● WORK REQUIRED: So long as no pictures are carried over, output the records below exactly.
+++ TASK MATERIAL
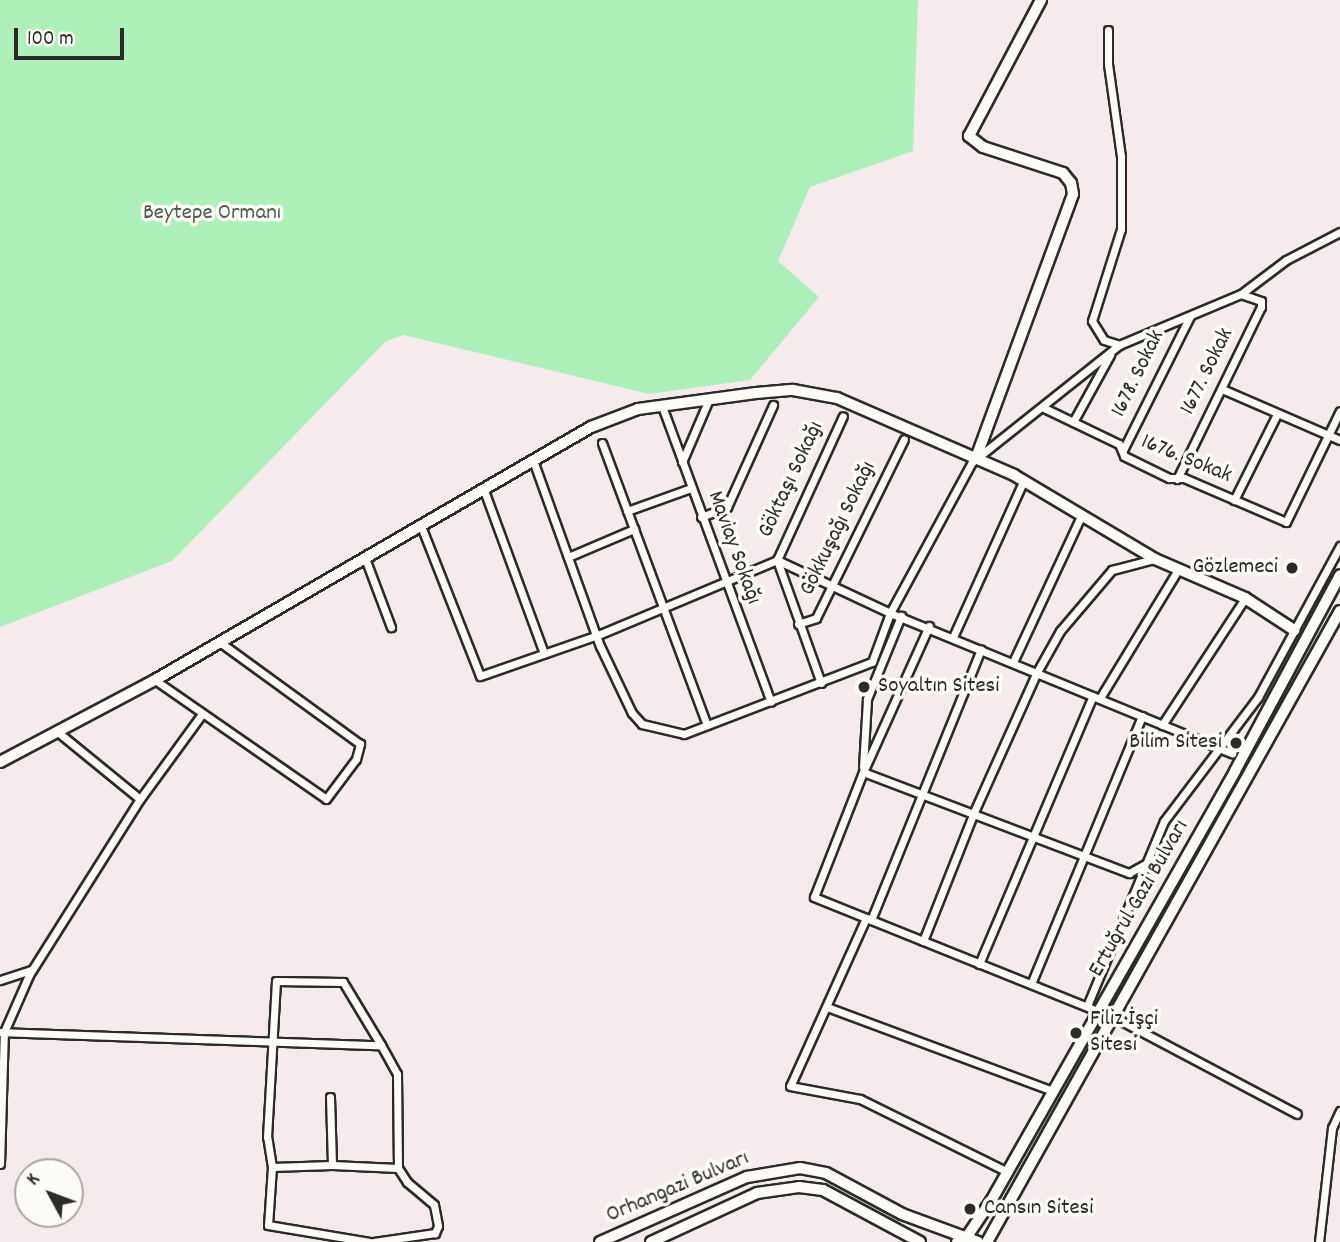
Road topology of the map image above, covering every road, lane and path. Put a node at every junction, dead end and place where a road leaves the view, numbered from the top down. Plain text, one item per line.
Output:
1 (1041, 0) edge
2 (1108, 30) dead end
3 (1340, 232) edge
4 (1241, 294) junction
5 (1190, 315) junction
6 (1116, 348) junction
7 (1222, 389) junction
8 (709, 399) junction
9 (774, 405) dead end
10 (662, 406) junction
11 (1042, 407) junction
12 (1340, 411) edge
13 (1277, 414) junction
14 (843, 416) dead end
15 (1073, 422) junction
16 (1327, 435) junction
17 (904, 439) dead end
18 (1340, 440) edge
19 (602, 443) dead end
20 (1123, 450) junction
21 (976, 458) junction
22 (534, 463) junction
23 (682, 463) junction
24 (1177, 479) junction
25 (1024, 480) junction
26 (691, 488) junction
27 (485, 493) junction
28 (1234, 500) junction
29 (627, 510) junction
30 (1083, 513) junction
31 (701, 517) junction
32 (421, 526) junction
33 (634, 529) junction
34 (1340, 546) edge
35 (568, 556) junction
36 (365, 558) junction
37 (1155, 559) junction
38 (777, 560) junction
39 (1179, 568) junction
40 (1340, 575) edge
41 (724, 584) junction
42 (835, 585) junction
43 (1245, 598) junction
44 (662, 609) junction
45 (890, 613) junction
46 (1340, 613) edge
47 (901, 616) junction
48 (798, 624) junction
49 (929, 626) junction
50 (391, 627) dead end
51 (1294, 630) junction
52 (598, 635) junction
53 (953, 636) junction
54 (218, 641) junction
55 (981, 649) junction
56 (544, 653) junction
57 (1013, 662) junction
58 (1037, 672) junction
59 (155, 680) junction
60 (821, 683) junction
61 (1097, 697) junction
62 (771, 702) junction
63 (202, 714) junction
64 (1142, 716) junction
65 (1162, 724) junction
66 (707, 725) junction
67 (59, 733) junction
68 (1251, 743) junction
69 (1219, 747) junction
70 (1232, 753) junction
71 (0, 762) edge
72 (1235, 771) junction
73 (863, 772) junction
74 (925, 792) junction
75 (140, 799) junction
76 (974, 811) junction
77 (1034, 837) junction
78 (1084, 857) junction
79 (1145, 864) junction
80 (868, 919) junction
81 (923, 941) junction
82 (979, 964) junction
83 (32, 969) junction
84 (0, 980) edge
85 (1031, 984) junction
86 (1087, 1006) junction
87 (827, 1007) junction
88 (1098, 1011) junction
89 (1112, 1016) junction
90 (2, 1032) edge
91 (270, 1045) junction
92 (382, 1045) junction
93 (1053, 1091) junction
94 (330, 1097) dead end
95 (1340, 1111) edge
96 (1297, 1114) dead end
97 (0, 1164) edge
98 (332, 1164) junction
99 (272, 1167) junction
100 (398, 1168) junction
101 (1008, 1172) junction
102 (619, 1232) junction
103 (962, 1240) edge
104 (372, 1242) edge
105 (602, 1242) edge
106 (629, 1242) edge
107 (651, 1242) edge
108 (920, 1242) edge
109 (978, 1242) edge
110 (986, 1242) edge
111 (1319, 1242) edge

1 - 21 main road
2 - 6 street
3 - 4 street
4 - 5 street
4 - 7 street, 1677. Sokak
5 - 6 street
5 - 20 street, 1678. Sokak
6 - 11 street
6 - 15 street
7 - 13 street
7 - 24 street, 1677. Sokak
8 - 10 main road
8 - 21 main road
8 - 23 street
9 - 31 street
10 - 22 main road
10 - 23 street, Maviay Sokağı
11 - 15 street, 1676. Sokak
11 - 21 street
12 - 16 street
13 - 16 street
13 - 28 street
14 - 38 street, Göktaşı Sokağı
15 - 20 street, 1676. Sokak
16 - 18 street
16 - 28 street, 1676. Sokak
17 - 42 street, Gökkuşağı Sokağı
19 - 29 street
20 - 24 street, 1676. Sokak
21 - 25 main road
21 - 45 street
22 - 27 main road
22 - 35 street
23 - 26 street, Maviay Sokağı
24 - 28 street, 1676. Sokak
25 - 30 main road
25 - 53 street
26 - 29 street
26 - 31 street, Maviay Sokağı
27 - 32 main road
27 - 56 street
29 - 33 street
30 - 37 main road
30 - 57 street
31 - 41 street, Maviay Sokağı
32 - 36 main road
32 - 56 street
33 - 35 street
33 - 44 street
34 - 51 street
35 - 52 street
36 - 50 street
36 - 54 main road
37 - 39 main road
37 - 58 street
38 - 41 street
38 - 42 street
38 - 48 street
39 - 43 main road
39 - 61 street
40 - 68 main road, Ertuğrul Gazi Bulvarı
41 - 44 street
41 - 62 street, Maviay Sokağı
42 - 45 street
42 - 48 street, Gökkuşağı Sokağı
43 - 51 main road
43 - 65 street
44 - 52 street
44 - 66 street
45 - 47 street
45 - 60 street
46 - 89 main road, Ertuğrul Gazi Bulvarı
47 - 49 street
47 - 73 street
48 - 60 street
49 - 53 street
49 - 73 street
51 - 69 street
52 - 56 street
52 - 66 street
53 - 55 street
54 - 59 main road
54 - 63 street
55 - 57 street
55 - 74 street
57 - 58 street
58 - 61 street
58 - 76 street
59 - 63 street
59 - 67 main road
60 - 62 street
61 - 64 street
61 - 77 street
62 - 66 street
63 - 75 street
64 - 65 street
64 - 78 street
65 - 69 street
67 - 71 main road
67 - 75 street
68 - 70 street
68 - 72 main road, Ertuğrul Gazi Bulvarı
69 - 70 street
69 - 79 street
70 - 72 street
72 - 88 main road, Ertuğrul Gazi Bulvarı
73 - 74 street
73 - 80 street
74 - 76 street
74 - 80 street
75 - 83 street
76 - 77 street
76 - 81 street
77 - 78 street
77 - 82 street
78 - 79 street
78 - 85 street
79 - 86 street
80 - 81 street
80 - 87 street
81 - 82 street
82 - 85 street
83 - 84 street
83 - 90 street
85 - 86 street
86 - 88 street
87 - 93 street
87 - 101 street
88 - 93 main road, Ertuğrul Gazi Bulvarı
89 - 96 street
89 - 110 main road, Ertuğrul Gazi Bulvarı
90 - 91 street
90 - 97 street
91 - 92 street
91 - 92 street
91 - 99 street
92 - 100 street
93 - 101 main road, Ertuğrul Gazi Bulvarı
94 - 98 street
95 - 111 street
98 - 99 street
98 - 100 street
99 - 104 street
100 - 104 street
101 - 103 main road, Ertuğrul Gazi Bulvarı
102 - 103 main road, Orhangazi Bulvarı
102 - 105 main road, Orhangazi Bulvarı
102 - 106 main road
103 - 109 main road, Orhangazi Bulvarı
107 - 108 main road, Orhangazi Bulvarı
++++++
● RESPONSE BOX:
Road topology of the map image above, covering every road, lane and path. Put a node at every junction, dead end and place where a road leaves the view, numbered from the top down. Plain text, one item per line.
Output:
1 (1041, 0) edge
2 (1108, 30) dead end
3 (1340, 232) edge
4 (1241, 294) junction
5 (1190, 315) junction
6 (1116, 348) junction
7 (1222, 389) junction
8 (709, 399) junction
9 (774, 405) dead end
10 (662, 406) junction
11 (1042, 407) junction
12 (1340, 411) edge
13 (1277, 414) junction
14 (843, 416) dead end
15 (1073, 422) junction
16 (1327, 435) junction
17 (904, 439) dead end
18 (1340, 440) edge
19 (602, 443) dead end
20 (1123, 450) junction
21 (976, 458) junction
22 (534, 463) junction
23 (682, 463) junction
24 (1177, 479) junction
25 (1024, 480) junction
26 (691, 488) junction
27 (485, 493) junction
28 (1234, 500) junction
29 (627, 510) junction
30 (1083, 513) junction
31 (701, 517) junction
32 (421, 526) junction
33 (634, 529) junction
34 (1340, 546) edge
35 (568, 556) junction
36 (365, 558) junction
37 (1155, 559) junction
38 (777, 560) junction
39 (1179, 568) junction
40 (1340, 575) edge
41 (724, 584) junction
42 (835, 585) junction
43 (1245, 598) junction
44 (662, 609) junction
45 (890, 613) junction
46 (1340, 613) edge
47 (901, 616) junction
48 (798, 624) junction
49 (929, 626) junction
50 (391, 627) dead end
51 (1294, 630) junction
52 (598, 635) junction
53 (953, 636) junction
54 (218, 641) junction
55 (981, 649) junction
56 (544, 653) junction
57 (1013, 662) junction
58 (1037, 672) junction
59 (155, 680) junction
60 (821, 683) junction
61 (1097, 697) junction
62 (771, 702) junction
63 (202, 714) junction
64 (1142, 716) junction
65 (1162, 724) junction
66 (707, 725) junction
67 (59, 733) junction
68 (1251, 743) junction
69 (1219, 747) junction
70 (1232, 753) junction
71 (0, 762) edge
72 (1235, 771) junction
73 (863, 772) junction
74 (925, 792) junction
75 (140, 799) junction
76 (974, 811) junction
77 (1034, 837) junction
78 (1084, 857) junction
79 (1145, 864) junction
80 (868, 919) junction
81 (923, 941) junction
82 (979, 964) junction
83 (32, 969) junction
84 (0, 980) edge
85 (1031, 984) junction
86 (1087, 1006) junction
87 (827, 1007) junction
88 (1098, 1011) junction
89 (1112, 1016) junction
90 (2, 1032) edge
91 (270, 1045) junction
92 (382, 1045) junction
93 (1053, 1091) junction
94 (330, 1097) dead end
95 (1340, 1111) edge
96 (1297, 1114) dead end
97 (0, 1164) edge
98 (332, 1164) junction
99 (272, 1167) junction
100 (398, 1168) junction
101 (1008, 1172) junction
102 (619, 1232) junction
103 (962, 1240) edge
104 (372, 1242) edge
105 (602, 1242) edge
106 (629, 1242) edge
107 (651, 1242) edge
108 (920, 1242) edge
109 (978, 1242) edge
110 (986, 1242) edge
111 (1319, 1242) edge

1 - 21 main road
2 - 6 street
3 - 4 street
4 - 5 street
4 - 7 street, 1677. Sokak
5 - 6 street
5 - 20 street, 1678. Sokak
6 - 11 street
6 - 15 street
7 - 13 street
7 - 24 street, 1677. Sokak
8 - 10 main road
8 - 21 main road
8 - 23 street
9 - 31 street
10 - 22 main road
10 - 23 street, Maviay Sokağı
11 - 15 street, 1676. Sokak
11 - 21 street
12 - 16 street
13 - 16 street
13 - 28 street
14 - 38 street, Göktaşı Sokağı
15 - 20 street, 1676. Sokak
16 - 18 street
16 - 28 street, 1676. Sokak
17 - 42 street, Gökkuşağı Sokağı
19 - 29 street
20 - 24 street, 1676. Sokak
21 - 25 main road
21 - 45 street
22 - 27 main road
22 - 35 street
23 - 26 street, Maviay Sokağı
24 - 28 street, 1676. Sokak
25 - 30 main road
25 - 53 street
26 - 29 street
26 - 31 street, Maviay Sokağı
27 - 32 main road
27 - 56 street
29 - 33 street
30 - 37 main road
30 - 57 street
31 - 41 street, Maviay Sokağı
32 - 36 main road
32 - 56 street
33 - 35 street
33 - 44 street
34 - 51 street
35 - 52 street
36 - 50 street
36 - 54 main road
37 - 39 main road
37 - 58 street
38 - 41 street
38 - 42 street
38 - 48 street
39 - 43 main road
39 - 61 street
40 - 68 main road, Ertuğrul Gazi Bulvarı
41 - 44 street
41 - 62 street, Maviay Sokağı
42 - 45 street
42 - 48 street, Gökkuşağı Sokağı
43 - 51 main road
43 - 65 street
44 - 52 street
44 - 66 street
45 - 47 street
45 - 60 street
46 - 89 main road, Ertuğrul Gazi Bulvarı
47 - 49 street
47 - 73 street
48 - 60 street
49 - 53 street
49 - 73 street
51 - 69 street
52 - 56 street
52 - 66 street
53 - 55 street
54 - 59 main road
54 - 63 street
55 - 57 street
55 - 74 street
57 - 58 street
58 - 61 street
58 - 76 street
59 - 63 street
59 - 67 main road
60 - 62 street
61 - 64 street
61 - 77 street
62 - 66 street
63 - 75 street
64 - 65 street
64 - 78 street
65 - 69 street
67 - 71 main road
67 - 75 street
68 - 70 street
68 - 72 main road, Ertuğrul Gazi Bulvarı
69 - 70 street
69 - 79 street
70 - 72 street
72 - 88 main road, Ertuğrul Gazi Bulvarı
73 - 74 street
73 - 80 street
74 - 76 street
74 - 80 street
75 - 83 street
76 - 77 street
76 - 81 street
77 - 78 street
77 - 82 street
78 - 79 street
78 - 85 street
79 - 86 street
80 - 81 street
80 - 87 street
81 - 82 street
82 - 85 street
83 - 84 street
83 - 90 street
85 - 86 street
86 - 88 street
87 - 93 street
87 - 101 street
88 - 93 main road, Ertuğrul Gazi Bulvarı
89 - 96 street
89 - 110 main road, Ertuğrul Gazi Bulvarı
90 - 91 street
90 - 97 street
91 - 92 street
91 - 92 street
91 - 99 street
92 - 100 street
93 - 101 main road, Ertuğrul Gazi Bulvarı
94 - 98 street
95 - 111 street
98 - 99 street
98 - 100 street
99 - 104 street
100 - 104 street
101 - 103 main road, Ertuğrul Gazi Bulvarı
102 - 103 main road, Orhangazi Bulvarı
102 - 105 main road, Orhangazi Bulvarı
102 - 106 main road
103 - 109 main road, Orhangazi Bulvarı
107 - 108 main road, Orhangazi Bulvarı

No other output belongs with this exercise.